Nothing
## ----include = FALSE----------------------------------------------------------
knitr::opts_chunk$set(
collapse = TRUE,
comment = "#>"
)
## -----------------------------------------------------------------------------
library(regressinator)
linear_pop <- population(
x1 = predictor(rnorm, mean = 4, sd = 10),
x2 = predictor(runif, min = 0, max = 10),
y = response(
0.7 + 2.2 * x1 - 0.2 * x2, # relationship between X and Y
family = gaussian(), # link function and response distribution
error_scale = 1.5 # errors are scaled by this amount
)
)
## -----------------------------------------------------------------------------
logistic_pop <- population(
x1 = predictor(rnorm, mean = 0, sd = 10),
x2 = predictor(runif, min = 0, max = 10),
y = response(0.7 + 2.2 * x1 - 0.2 * x2,
family = binomial(link = "logit"))
)
## -----------------------------------------------------------------------------
heteroskedastic_pop <- population(
x1 = predictor(rnorm, mean = 5, sd = 4),
x2 = predictor(runif, min = 0, max = 10),
y = response(
4 + 2 * x1 - 3 * x2, # relationship between X and Y
family = ols_with_error(rnorm), # distribution of the errors
error_scale = 0.5 + x2 / 10 # errors depend on x2
)
)
## -----------------------------------------------------------------------------
heavy_tail_pop <- population(
x1 = predictor(rnorm, mean = 5, sd = 4),
x2 = predictor(runif, min = 0, max = 10),
y = response(
4 + 2 * x1 - 3 * x2, # relationship between X and Y
family = ols_with_error(rt, df = 3), # distribution of the errors
error_scale = 1.0 # errors are multiplied by this scale factor
)
)
## -----------------------------------------------------------------------------
# 40% of draws have lambda = 0, the rest have lambda given by the inverse link
zeroinfpois <- function(ys) {
n <- length(ys)
rpois(n, lambda = ys * rbinom(n, 1, prob = 0.4))
}
pop <- population(
x1 = predictor(rnorm, mean = 2, sd = 2),
y = response(
0.7 + 0.8 * x1,
family = custom_family(zeroinfpois, exp)
)
)
## -----------------------------------------------------------------------------
# default is equally likely levels
rfactor(5, c("foo", "bar", "baz"))
# but probabilities per level can be specified
rfactor(5, c("foo", "bar", "baz"), c(0.4, 0.3, 0.3))

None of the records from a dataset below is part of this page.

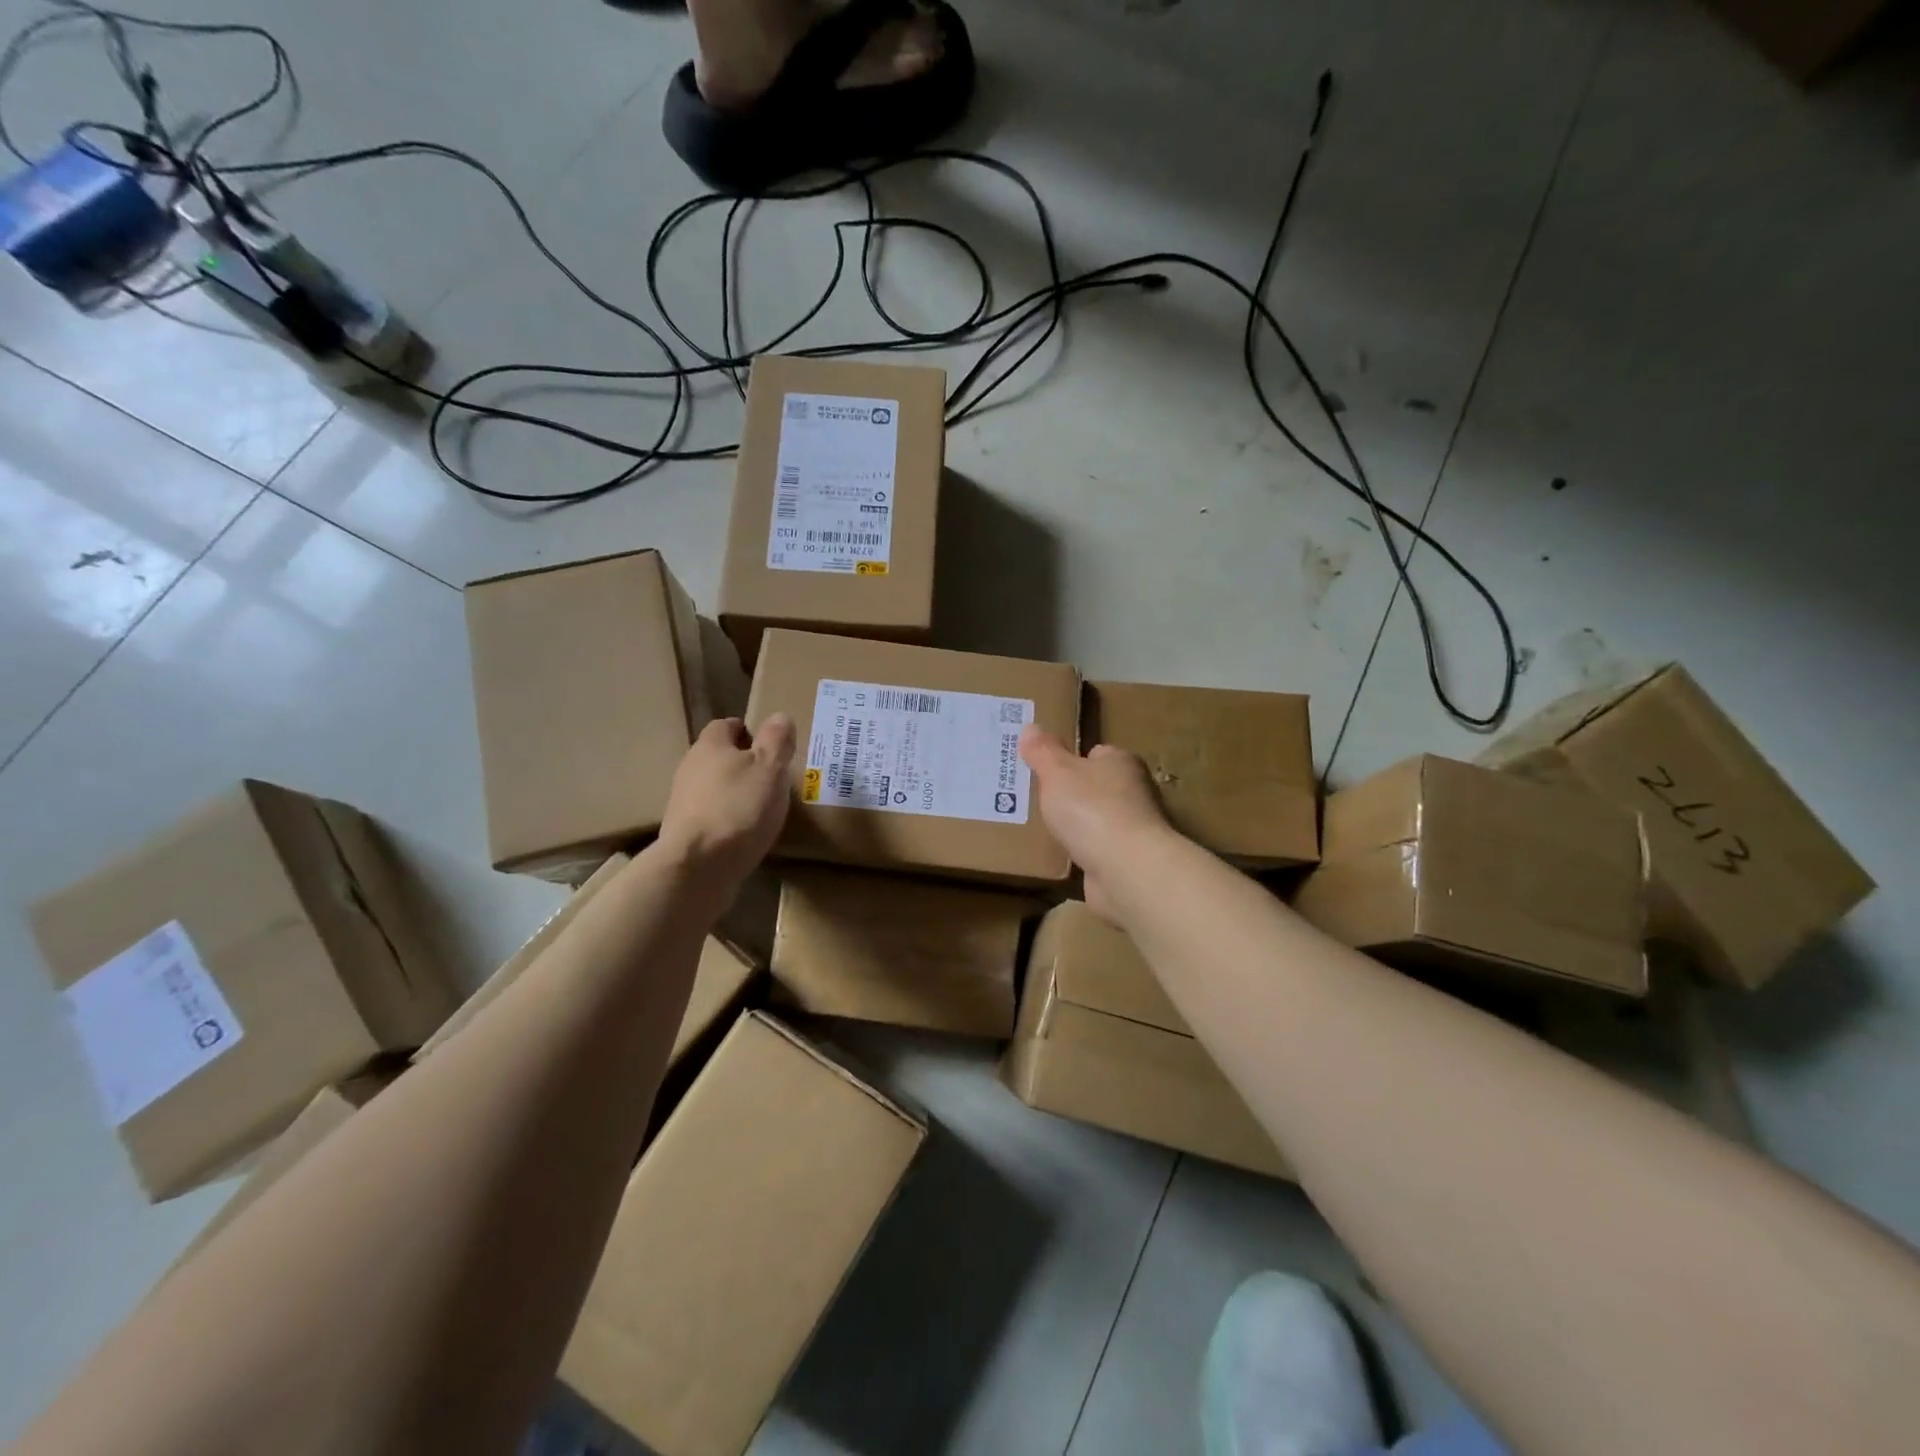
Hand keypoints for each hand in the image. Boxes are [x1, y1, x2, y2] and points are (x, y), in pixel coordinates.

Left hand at [656, 714, 795, 888]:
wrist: (698, 866)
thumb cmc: (739, 808)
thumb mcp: (770, 768)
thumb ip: (776, 740)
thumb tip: (779, 716)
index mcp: (710, 746)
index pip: (726, 725)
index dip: (749, 730)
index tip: (771, 745)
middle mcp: (691, 768)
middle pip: (719, 756)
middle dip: (743, 763)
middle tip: (773, 777)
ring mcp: (683, 802)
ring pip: (714, 787)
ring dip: (735, 793)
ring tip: (763, 807)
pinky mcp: (685, 832)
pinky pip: (711, 816)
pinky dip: (728, 819)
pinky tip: (746, 833)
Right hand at [1019, 725, 1173, 919]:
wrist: (1126, 870)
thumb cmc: (1092, 809)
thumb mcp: (1058, 773)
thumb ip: (1043, 751)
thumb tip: (1030, 727)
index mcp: (1121, 762)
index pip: (1095, 753)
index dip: (1070, 759)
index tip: (1043, 768)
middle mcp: (1133, 792)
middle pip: (1095, 786)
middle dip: (1068, 793)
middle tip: (1032, 797)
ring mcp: (1132, 828)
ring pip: (1095, 820)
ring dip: (1074, 825)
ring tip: (1039, 827)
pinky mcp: (1126, 860)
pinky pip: (1096, 849)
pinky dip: (1081, 852)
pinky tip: (1059, 855)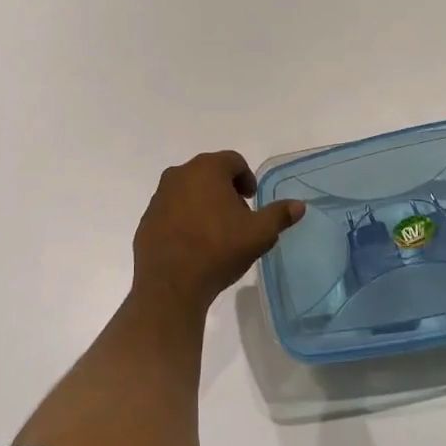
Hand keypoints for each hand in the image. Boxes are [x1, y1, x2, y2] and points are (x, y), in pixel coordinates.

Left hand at [132, 151, 304, 318]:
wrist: (170, 285)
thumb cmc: (218, 250)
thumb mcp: (259, 234)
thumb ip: (279, 215)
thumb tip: (299, 205)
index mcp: (207, 169)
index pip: (233, 160)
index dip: (246, 178)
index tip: (251, 199)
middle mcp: (179, 174)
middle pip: (209, 172)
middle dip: (225, 189)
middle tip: (238, 214)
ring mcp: (159, 196)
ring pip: (188, 190)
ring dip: (203, 202)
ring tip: (216, 230)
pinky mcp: (147, 218)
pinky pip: (171, 210)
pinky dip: (184, 218)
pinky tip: (193, 243)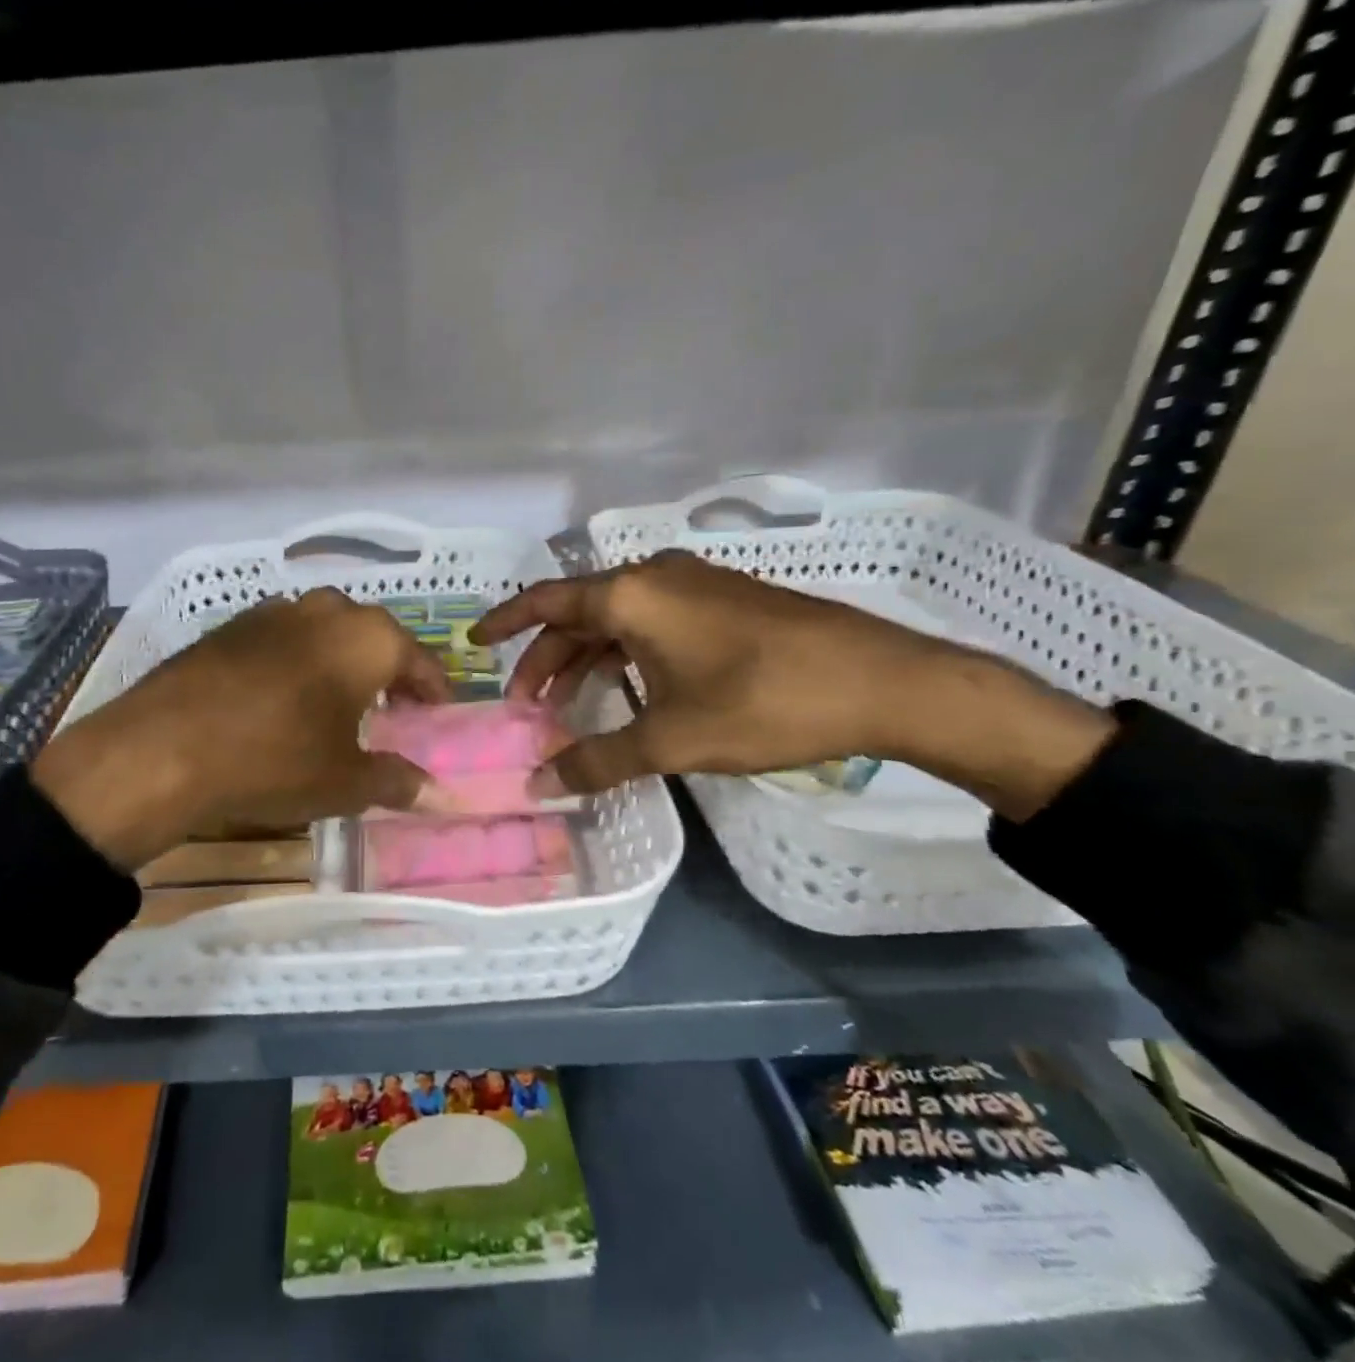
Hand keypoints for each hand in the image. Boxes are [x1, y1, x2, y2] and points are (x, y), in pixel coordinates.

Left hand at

## -----------------------------------------------------------------------------
intercepts <- c("foo" = 2, "bar" = 30, "baz" = 7)
factor_intercept_pop <- population(
group = predictor(rfactor,
levels = c("foo", "bar", "baz"),
prob = c(0.1, 0.6, 0.3)),
x = predictor(runif, min = 0, max = 10),
y = response(by_level(group, intercepts) + 0.3 * x,
error_scale = 1.5)
)
## -----------------------------------------------------------------------------
slopes <- c("foo" = 2, "bar" = 30, "baz" = 7)
factor_slope_pop <- population(
group = predictor(rfactor,
levels = c("foo", "bar", "baz"),
prob = c(0.1, 0.6, 0.3)),
x = predictor(runif, min = 0, max = 10),
y = response(7 + by_level(group, slopes) * x,
error_scale = 1.5)
)
## -----------------------------------------------------------------------------
linear_samp <- sample_y(sample_x(linear_pop, n = 10))
## -----------------------------------------------------------------------------
logistic_pop |>
sample_x(n = 10) |>
sample_y()
## -----------------------------------------------------------------------------
fit <- lm(y ~ x1 + x2, data = linear_samp)
## -----------------------------------------------------------------------------
fit <- lm(linear_samp$y ~ linear_samp$x1 + linear_samp$x2)
## ----fig.width=4, fig.height=4------------------------------------------------
library(broom)
nonlinear_pop <- population(
x1 = predictor(runif, min = 1, max = 8),
x2 = predictor(runif, min = 0, max = 10),
y = response(0.7 + x1**2 - x2, family = gaussian(),
error_scale = 4.0)
)
nonlinear_data <- nonlinear_pop |>
sample_x(n = 100) |>
sample_y()
nonlinear_fit <- lm(y ~ x1 + x2, data = nonlinear_data)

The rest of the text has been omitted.